What’s your opinion of the genre today, and where do you see your work fitting into it?

I think I’m too new to have an opinion about the genre, particularly when I think genre labels are too confining in any case. They seem to be designed for the publishing machine’s convenience rather than the readers’ benefit.

In terms of where I fit, I’m incredibly honoured when reviewers compare me to Robert Holdstock or Alan Garner. Last week Saxon’s Bane was described as “Good old fashioned mythic stuff; Wicker Man by way of John Fowles,” and I can live with that!

What other projects are you working on, and what do you have currently in the pipeline?

I’m about 80,000 words into a time-slip historical novel, also with a supernatural twist, which is set on a crumbling country estate that has been in the same family for over 600 years. In the 14th Century, the founder of the dynasty swears a terrible oath; in the present day his descendants have forgotten the oath, but perhaps the oath has not forgotten them…

What are you reading at the moment (fiction, non-fiction)?

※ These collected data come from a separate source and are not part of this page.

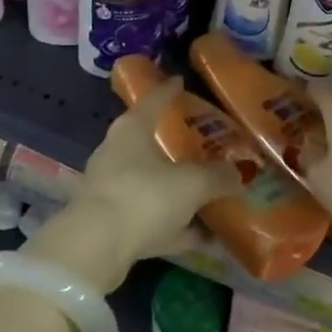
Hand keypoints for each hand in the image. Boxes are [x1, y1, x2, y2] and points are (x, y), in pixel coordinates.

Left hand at [23, 79, 239, 292]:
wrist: (94, 249)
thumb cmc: (143, 196)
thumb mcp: (191, 184)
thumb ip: (217, 177)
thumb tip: (238, 174)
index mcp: (132, 129)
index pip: (153, 100)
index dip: (169, 90)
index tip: (181, 81)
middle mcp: (118, 153)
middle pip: (151, 143)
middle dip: (176, 146)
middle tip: (203, 144)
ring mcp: (112, 189)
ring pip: (152, 184)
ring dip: (177, 191)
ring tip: (209, 194)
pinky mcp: (112, 224)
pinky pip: (151, 219)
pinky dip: (175, 225)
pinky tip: (203, 236)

My last book was Chocolat by Joanne Harris. I love her gentle way of weaving mystery and a little magic into the real world. I’m currently reading Bring Up The Bodies by Hilary Mantel. After that, I’m going to immerse myself into the 14th Century with Chaucer’s Canterbury Tales and Ian Mortimer’s brilliant Time Traveller’s Guide to Medieval England.


What’s something readers might be surprised to learn about you?

I’m a bit of a lunatic on horseback. A good friend lets me ride a horse that I’ve known and loved for years. I can get stale staring at a screen, and the adrenalin-fuelled madness of a gallop, or the surge and soar over a jump, is the perfect antidote.

What are you most looking forward to in the next twelve months?

Seeing Saxon’s Bane take off, I hope. Then finishing the next book to a standard where it’s accepted by my agent (Ian Drury at Sheil Land). And within twelve months? Who knows, it’s not impossible for that book to be acquired by a publisher. My head is starting to buzz with ideas for the book that will follow, and I’d like those to be thoroughly fleshed out by this time next year, and taking shape on paper. No pressure, then.